Andrew said:
> It's not clear to me why you would want to invent a new
> namespace for the definition of dctag when it was related to
> but not purporting to be dc:subject. This seems similar to
> what is done with encoding schemes, e.g., dct:DDC, dct:LCC,
> dct:LCSH, dct:MESH, dct:NLM, dct:TGN and dct:UDC. Taken from
> "Expressing Qualified Dublin Core in RDF /XML" document:
>
> <dc:subject>
> <dcterms:MESH>
> <rdf:value>D08.586.682.075.400</rdf:value>
> <rdfs:label>Formate Dehydrogenase</rdfs:label>
> </dcterms:MESH>
> </dc:subject>
>
> It seems like you could just define a new encoding scheme,
> e.g., dcterm:TAG, to handle the semantics of social tagging.
> However, that might not be enough. Organizations such as
> Flickr, YouTube, etc. may desire slightly different semantics
> for their social tagging. DCMI probably doesn't want to keep
> defining new encoding schemes on a regular basis.

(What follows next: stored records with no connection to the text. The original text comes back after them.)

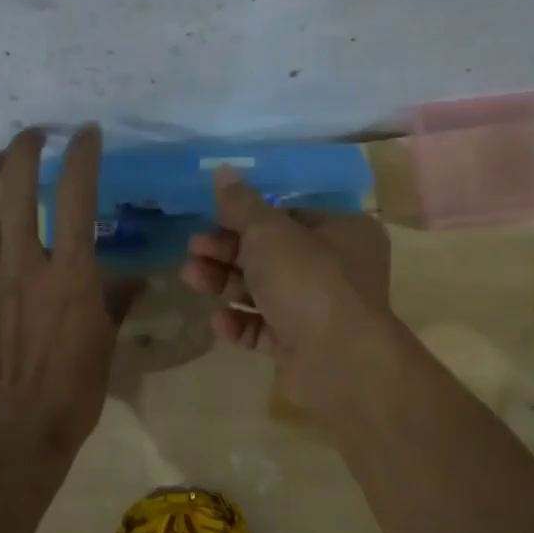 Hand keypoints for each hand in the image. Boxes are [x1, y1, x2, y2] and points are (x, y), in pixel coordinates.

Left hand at [0, 126, 124, 470]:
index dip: (82, 155)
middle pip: (15, 187)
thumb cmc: (72, 392)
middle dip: (24, 148)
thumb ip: (116, 301)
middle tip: (32, 136)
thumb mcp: (105, 343)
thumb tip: (136, 279)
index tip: (86, 133)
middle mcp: (24, 265)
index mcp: (70, 275)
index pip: (77, 196)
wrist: (13, 435)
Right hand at [179, 170, 392, 408]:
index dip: (248, 217)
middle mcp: (337, 269)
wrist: (339, 361)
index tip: (212, 219)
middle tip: (194, 249)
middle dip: (228, 251)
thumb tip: (222, 171)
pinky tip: (218, 321)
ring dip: (226, 283)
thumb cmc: (308, 280)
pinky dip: (241, 323)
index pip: (289, 216)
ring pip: (265, 291)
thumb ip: (241, 204)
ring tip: (190, 277)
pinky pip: (266, 328)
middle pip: (273, 254)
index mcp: (342, 231)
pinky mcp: (304, 346)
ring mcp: (321, 310)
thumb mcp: (269, 232)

Leaving aside the "which namespace do we use" issue for a second, I
think we need to be careful not to confuse two very different types of
thing, two different types of term used in DC metadata: properties and
vocabulary encoding schemes.
A property is a specific type of relationship. The dc:subject property
is one specific type of relationship, defined and named by DCMI (using a
DCMI-owned URI) and described by DCMI in human-readable terms as "The
topic of the content of the resource."
A vocabulary encoding scheme, on the other hand, is something quite
different. According to the DCMI Abstract Model, it is a class of which
the value is an instance. N.B. This is one of the areas where a change
is susggested in the proposed revisions to the DCAM - the suggestion is
that we change the concept of VES to something like "an enumerated set
of which the value is a member", and that is _not_ represented as an
instance/class relationship, but for the purposes of this discussion I
don't think that matters too much. The point is that a VES is a
different thing from a property and "plays a different role" in DC
metadata.
So, when I use the dc:subject property in an RDF triple or a DC
statement, I'm making an assertion that
resource:A has-as-topic resource:B
Or maybe more colloquially
resource:A is-about resource:B
I could specify that resource:B is an instance/member of dcterms:LCSH or
an instance/member of dcterms:DDC (i.e. I could specify a vocabulary
encoding scheme for the value). That provides some additional
information about the value - it's an instance/member of some specified
class/set - but that doesn't change the nature of the relationship that
I'm asserting between resource:A and resource:B. The property referred
to in my triple/statement is still the same: the dc:subject property.
I'm still asserting a "has-topic"/"is-about" relationship.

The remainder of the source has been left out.